Jamais je n’avais vu un ciel aussi blanc, surplombant une terre brûlée aux multiples reflets orangés. Une allure de bout du monde jonché de stupas anciens de 800 années, la frontière birmane séparée de l’horizon par des lacs aussi immenses qu’inconnus. La province de Kanchanaburi, cette élégante nonchalante qui s’étire et embrasse le passé sombre de baisers rouges et mortels. Une terre propice à l’errance, à la recherche du dernier amant, de l’ardeur de la nature exaltée.

Ces chemins aimantés qui murmurent dans les profondeurs de mes souvenirs… 2001. Une autre Odyssée. Celle d’un groupe culte – Lift to Experience – auteur d’un seul album messianique qui commençait ainsi “This is the story of three Texas boys busy mindin’ their own business / When the Angel of the Lord appeared unto them…”. Noyées littéralement dans le larsen, de bonnes fées ont eu l’heureuse idée de remixer leur « Texas Jerusalem Crossroads » il y a quelques jours. Miracle, plus de nuances et d’équilibre, la voix de Josh T. Pearson belle et douce comme une empreinte fertile ; preuve en est avec le lyrisme incarné de « Waiting to hit ».

Ce pays d’exil – cette ville de lumières tentaculaires qui s’anime toutes les nuits comme par enchantement, ces provinces gonflées de tiédeur moite et propices à la contemplation –  ne me ramène pas seulement à ma nostalgie post-adolescente.

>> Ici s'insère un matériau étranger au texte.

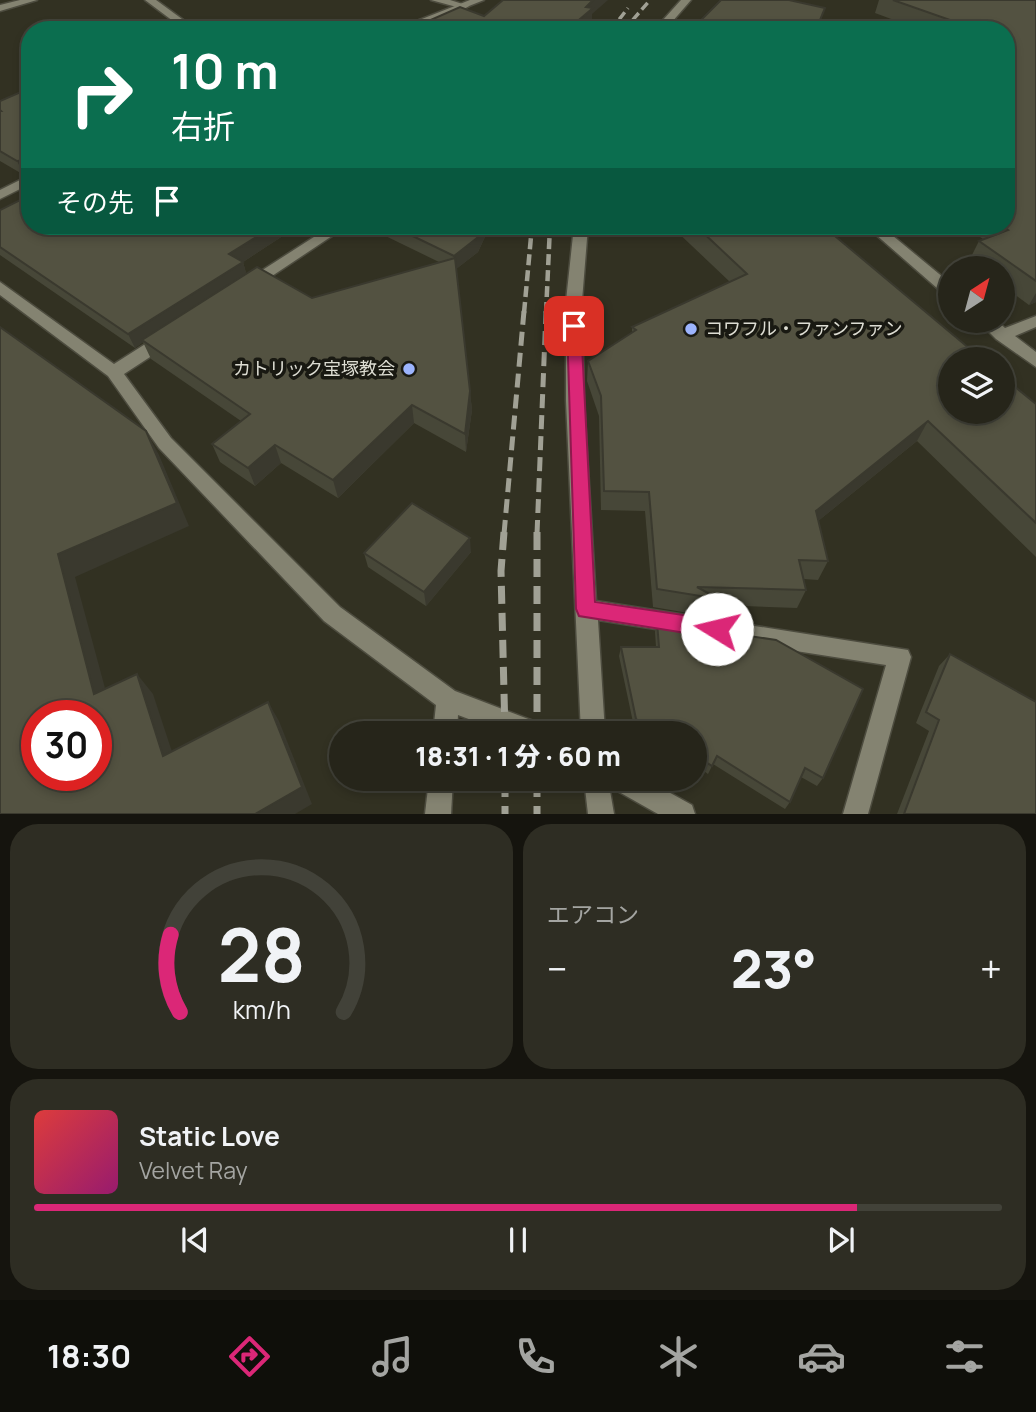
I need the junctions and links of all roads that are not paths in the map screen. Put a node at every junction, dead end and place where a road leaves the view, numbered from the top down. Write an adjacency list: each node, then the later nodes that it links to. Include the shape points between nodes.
1 (32, 0): 7 (street)
2 (149, 0): 8 (street)
3 (436, 0): 6 (street)
4 (480, 0): 6 (street)
5 (686, 0): 10 (street)
6 (464, 6): 9 (street)
7 (0, 8)
8 (179, 21)
9 (424, 21)
10 (667, 21)
11 (21, 184): 12 (street)
12 (0, 195)
13 (326, 235): 18 (street)
14 (581, 235): 25 (street, via 574,302 575,401)
15 (884, 235): 16 (street)
16 (938, 281)
17 (0, 287): 24 (street)
18 (239, 292)
19 (1036, 321): 22 (street)
20 (182, 328): 24 (street)
21 (1000, 333): 22 (street)
22 (1002, 335): 23 (street)
23 (1036, 361)
24 (114, 372): 26 (street, via 165,443 332,614)
25 (586, 609): 29 (street); 36 (street, via 900,657)
26 (448, 700): 27 (street); 28 (street)
27 (446, 721)
28 (504, 721)
29 (592, 721)
30 (440, 791): 33 (street)
31 (598, 791): 34 (street)
32 (642, 791): 35 (street)
33 (438, 814)
34 (601, 814)
35 (683, 814)
36 (855, 814)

Il épouse mes sentiments de l’instant comme le susurre tendrement Matt Maltese dans « In a New Bed » chanson de fin de soirée d’une simplicité émouvante.

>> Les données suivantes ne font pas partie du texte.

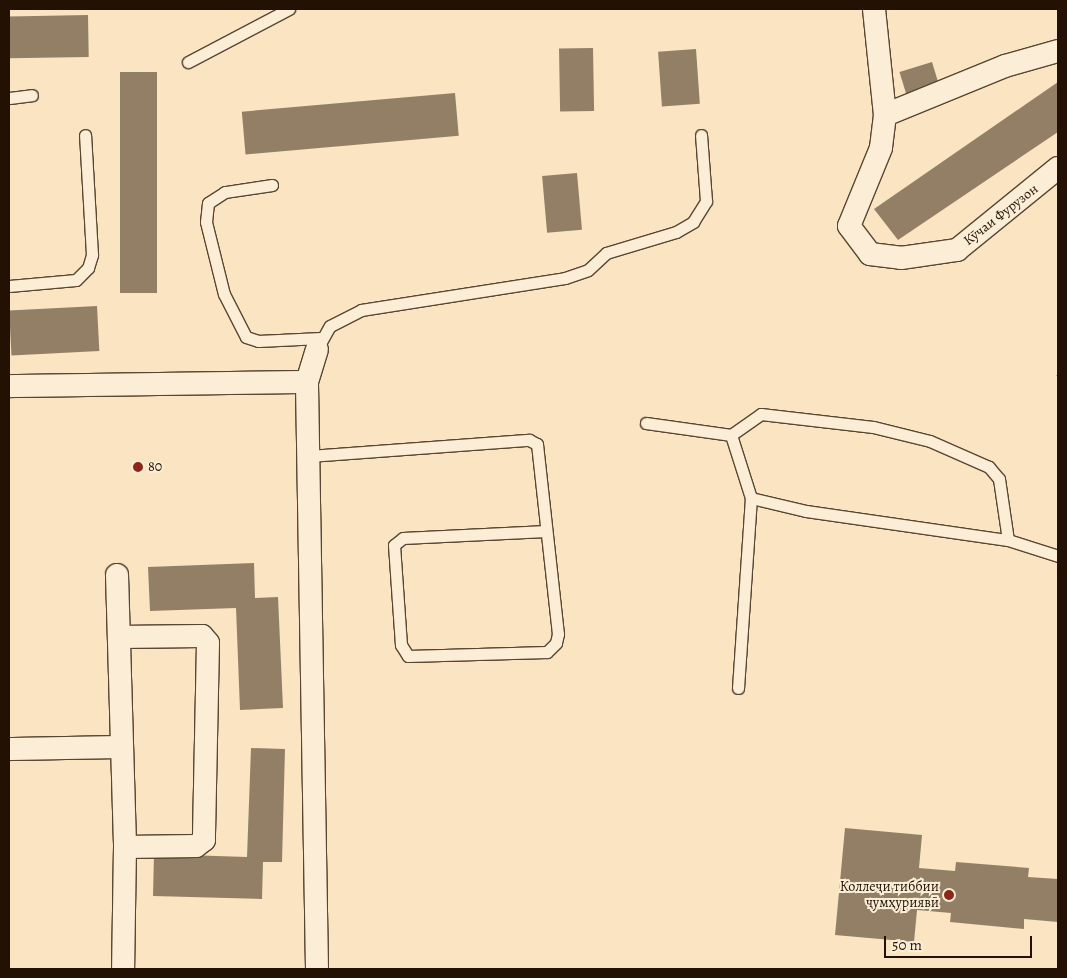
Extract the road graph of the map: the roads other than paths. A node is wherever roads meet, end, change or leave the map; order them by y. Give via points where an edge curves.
1 (289, 9) edge
2 (874, 9) edge
3 (1058, 51) edge
4 (188, 62) dead end
5 (32, 95) dead end
6 (9, 98) edge
7 (885, 115) junction
8 (84, 135) dead end
9 (701, 135) dead end
10 (1058, 168) edge
11 (272, 185) dead end
12 (9, 286) edge
13 (319, 344) junction
14 (308, 382) junction
15 (9, 386) edge
16 (646, 423) dead end
17 (731, 435) junction
18 (309, 456) junction
19 (752, 498) junction
20 (546, 531) junction
21 (1008, 540) junction
22 (1058, 556) edge
23 (117, 575) dead end
24 (119, 637) junction
25 (738, 688) dead end
26 (122, 747) junction
27 (9, 749) edge
28 (125, 847) junction
29 (123, 969) edge
30 (317, 969) edge

1 - 4 lane
2 - 7 street, Кӯчаи Фурузон
3 - 7 street via 1004,66
5 - 6 lane
7 - 10 street, Кӯчаи Фурузон via 881,148 849,226 870,254 901,258 957,250
8 - 12 lane via 92,254 88,268 76,280
9 - 13 lane via 706,201 692,222 676,232 606,253 588,270 565,278 361,310 334,322
11 - 13 lane via 226,192 208,203 206,222 224,294 246,337 258,342
13 - 14 street
14 - 15 street
14 - 18 street
16 - 17 lane
17 - 19 lane
17 - 21 lane via 761,414 873,427 930,441 989,467 999,479
18 - 20 lane via 529,440 536,444
18 - 30 street
19 - 21 lane via 806,511
19 - 25 lane
20 - 20 lane via 558,634 547,652 408,656 402,645 394,545 403,538
21 - 22 lane
23 - 24 street
24 - 26 street
24 - 28 street via 202,636 208,643 204,840 196,846
26 - 27 street
26 - 28 street
28 - 29 street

Des sentiments qui se cherchent néanmoins dans la palette de la chaleur monochromée des journées bangkokiennes.

Moins sensible au noir et blanc des « Ourses polaires » de Tim Dup, ce « ramasseur de souvenirs »  découvert dans le froid d’une escale parisienne, ce froid qui saisit les courbures de l’âme, cette mélancolie, une brise de tristesse passagère qui rend heureux.

Moins versé dans la saine violence des rejetons de The Fall – la gueule de travers de Mark E. Smith en moins – Sleaford Mods et leur nouveau single « B.H.S. » singeant  Sir Philip Green profitant de son yacht après avoir laissé des milliers de personnes sur le carreau.

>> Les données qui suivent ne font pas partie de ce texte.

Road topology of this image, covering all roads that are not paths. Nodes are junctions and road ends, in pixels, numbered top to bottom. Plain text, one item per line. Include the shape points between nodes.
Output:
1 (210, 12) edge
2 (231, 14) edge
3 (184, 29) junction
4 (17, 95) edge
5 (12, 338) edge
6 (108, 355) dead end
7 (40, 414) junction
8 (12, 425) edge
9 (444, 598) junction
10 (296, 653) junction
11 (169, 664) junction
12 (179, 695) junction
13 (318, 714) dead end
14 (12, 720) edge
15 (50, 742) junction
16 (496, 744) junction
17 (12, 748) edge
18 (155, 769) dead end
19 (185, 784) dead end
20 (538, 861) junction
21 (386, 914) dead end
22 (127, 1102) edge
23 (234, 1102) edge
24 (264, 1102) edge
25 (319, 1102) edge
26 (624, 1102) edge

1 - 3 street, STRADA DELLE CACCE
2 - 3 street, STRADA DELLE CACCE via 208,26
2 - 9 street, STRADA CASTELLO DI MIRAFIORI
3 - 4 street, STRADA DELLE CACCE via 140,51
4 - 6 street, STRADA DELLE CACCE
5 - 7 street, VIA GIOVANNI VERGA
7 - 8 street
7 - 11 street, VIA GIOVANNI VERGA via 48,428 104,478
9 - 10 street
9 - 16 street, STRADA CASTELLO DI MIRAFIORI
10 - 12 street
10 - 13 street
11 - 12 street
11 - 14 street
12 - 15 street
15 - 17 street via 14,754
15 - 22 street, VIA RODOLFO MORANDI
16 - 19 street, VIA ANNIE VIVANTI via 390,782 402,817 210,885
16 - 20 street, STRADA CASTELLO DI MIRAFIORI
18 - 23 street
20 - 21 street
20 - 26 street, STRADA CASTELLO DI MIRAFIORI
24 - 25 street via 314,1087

Privé de saisons, des sentiments un peu égarés, à la recherche des infinis pigments de la douceur amoureuse, d’une terre pleine de regards, à la recherche du passant qui erre en moi. Fort heureusement, le début d’année 2017 fournit son lot de chansons qui se déclinent comme des ombres lumineuses, de la voix de London Grammar qui gonfle ma poitrine de respirations étrangères jusqu’à la clarté, vers les brisures de Sampha qui s’émancipent  comme s’il pleuvait à verse.

Si ça vous emmerde, pas d’inquiétude, Ty Segall revient déjà. Classique. « Break a guitar ».